Besides the plate and stickers, the new LTO leadership also failed to prioritize the operation of the existing motor vehicle inspection system (MVIS) for public utility vehicles (PUVs) despite available funds the agency can use to repair the facility.
Five existing MVIS centers in the country were put up by the DOTC to handle the roadworthiness of all PUVs for the safety of all passengers. However, most of the MVIS facilities are not fully functional because the LTO is unable to maintain it properly.
Escudero said that the Committee would also look into the absorptive capacity of the DOTC to carry out programs funded under the annual General Appropriations Act in order to hasten the implementation of various mass transportation projects.
The DOTC is the biggest implementing agency under the administration’s public-private partnership program, which ironically has been slow in carrying out projects, particularly railways and mass transportation system.

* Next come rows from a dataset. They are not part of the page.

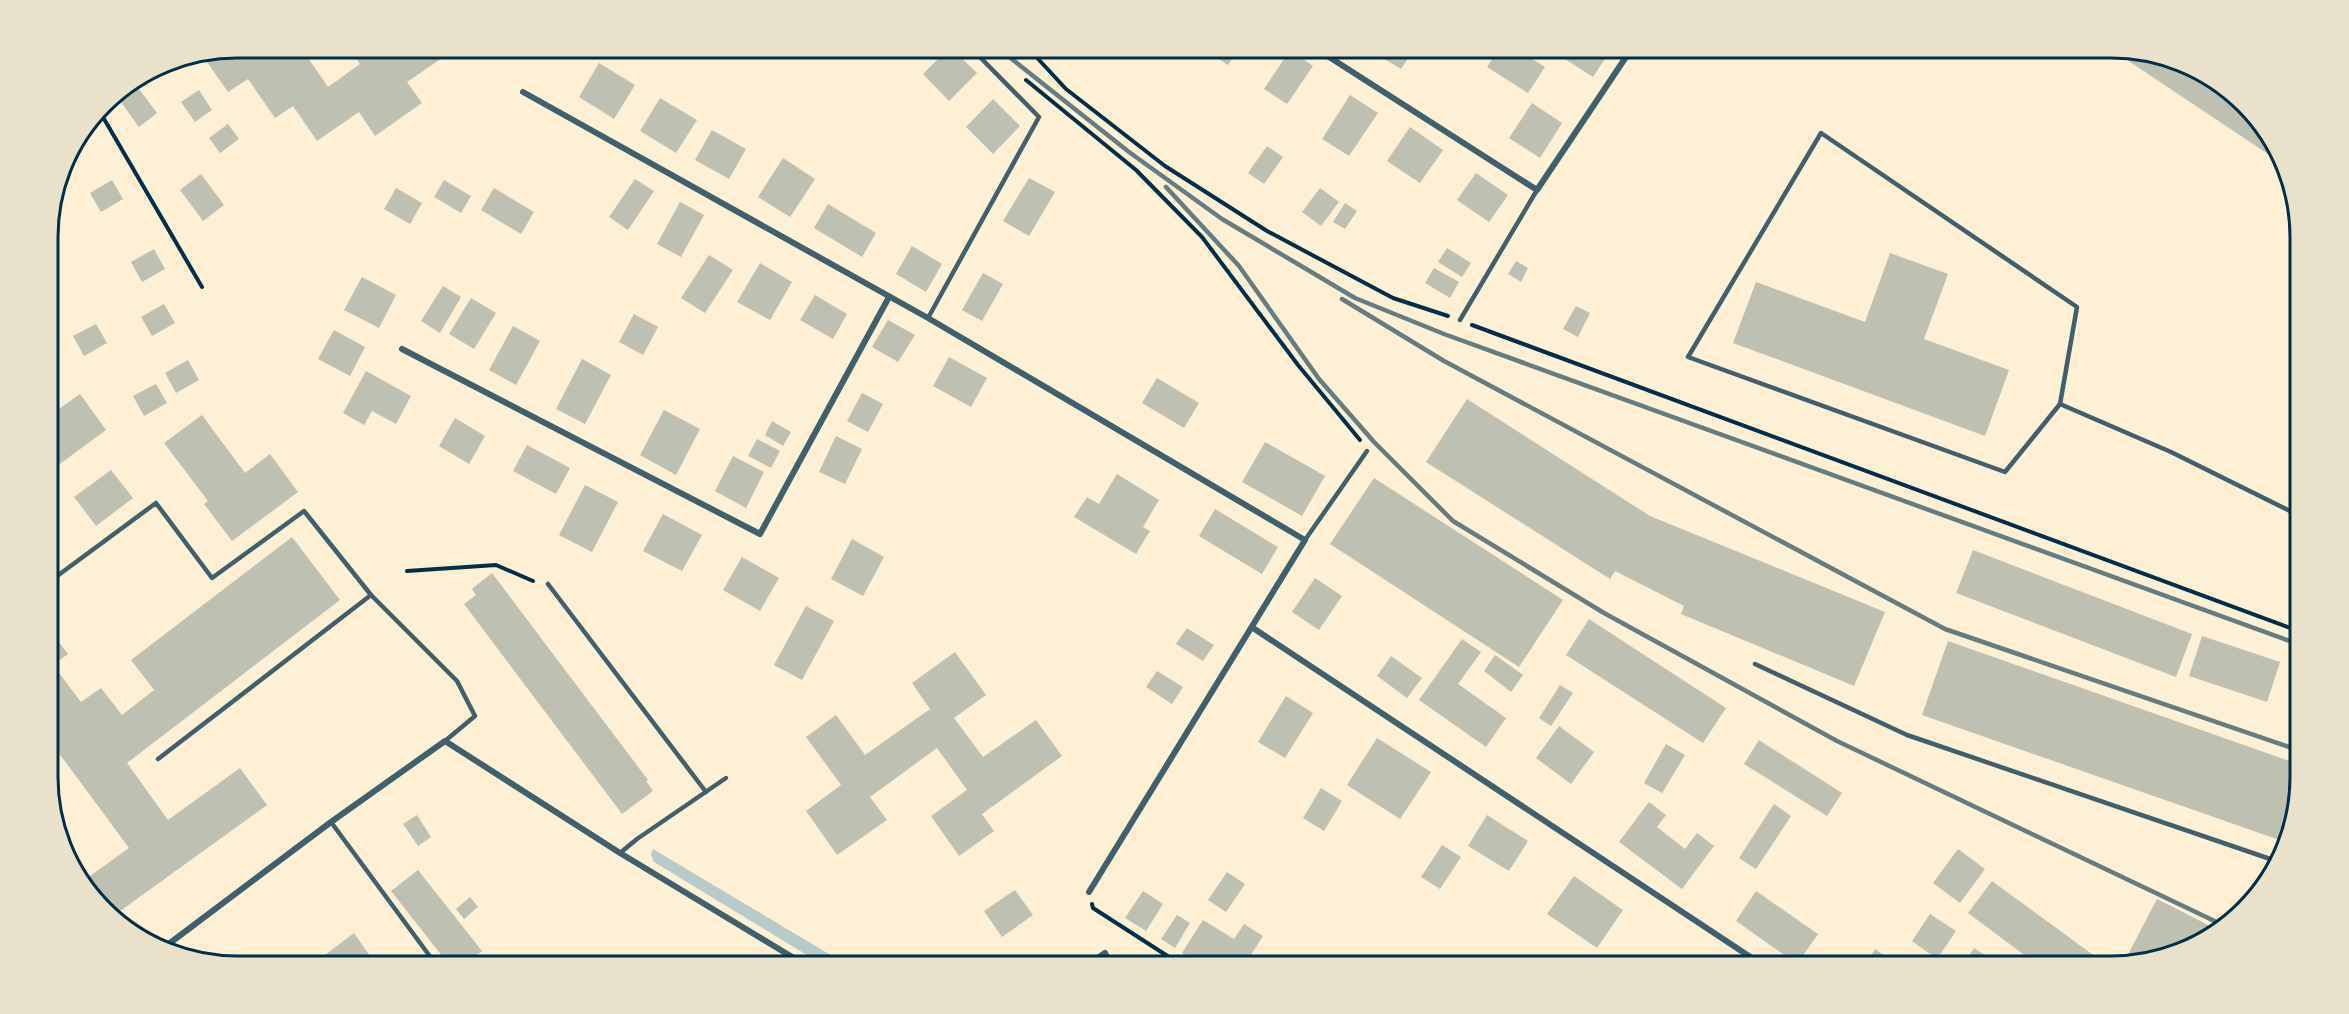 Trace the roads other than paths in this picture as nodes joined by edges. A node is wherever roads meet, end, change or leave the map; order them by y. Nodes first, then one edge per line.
1 (982, 59) edge
2 (1333, 59) edge
3 (1625, 59) edge
4 (523, 93) dead end
5 (1537, 190) junction
6 (889, 297) junction
7 (928, 318) junction
8 (1460, 320) road end
9 (402, 349) dead end
10 (2060, 404) junction
11 (1367, 451) road end
12 (2290, 511) edge
13 (1305, 540) junction
14 (59, 575) edge
15 (548, 584) dead end
16 (372, 595) junction
17 (1253, 628) junction
18 (1755, 664) dead end
19 (445, 741) junction
20 (158, 759) dead end
21 (726, 778) dead end
22 (706, 792) junction
23 (331, 822) junction
24 (620, 853) junction
25 (2270, 859) edge
26 (1089, 892) road end
27 (171, 943) edge
28 (1105, 953) joint
29 (1748, 955) edge
30 (430, 956) edge
31 (790, 956) edge
32 (1101, 956) edge
33 (1107, 956) edge

1 - 7 lane
2 - 5 street
3 - 5 street
4 - 6 street
5 - 8 lane
6 - 7 street
6 - 9 street
7 - 13 street
10 - 10 lane
10 - 12 lane
11 - 13 lane
13 - 17 street
14 - 16 lane
15 - 22 lane
16 - 19 lane
16 - 20 lane
17 - 26 street
17 - 29 street
18 - 25 lane
19 - 23 street
19 - 24 street
21 - 22 lane
22 - 24 lane
23 - 27 street
23 - 30 lane
24 - 31 street
28 - 32 street
28 - 33 lane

“The delays are incurred in the implementation of three railway projects, Information Technology projects, the release of license plates for motor vehicles, and the Metro Rail Transit 3 [MRT 3] expansion and MRT acquisition. Each day these projects are delayed only adds to the burden of the riding public who relies solely on mass transportation,” Escudero said.
The lawmaker also reiterated his call for the government to take over the operational control and ownership of the Metro Rail Transit Corp. (MRTC) and urged the DOTC to strictly implement Executive Order 126 of President Aquino authorizing the DOTC and the Department of Finance to buy out the MRTC to the tune of P56 billion.
The DOTC and the MRTC have been locked in a legal battle over the purchase of 48 train coaches for MRT 3—a project envisioned to improve the mass transport system and increase the frequency of train service.
The people, Escudero said, are running out of patience over the agency’s delays “which but prolong the agony of the Filipinos they are supposed to serve as the lead agency for transport and communication.”
“Given that the DOTC has been provided appropriation to implement mass transport projects, it should do its part to maximize the use of these financial resources and provide sufficient and efficient mass transport system as part of its mandate,” he pointed out.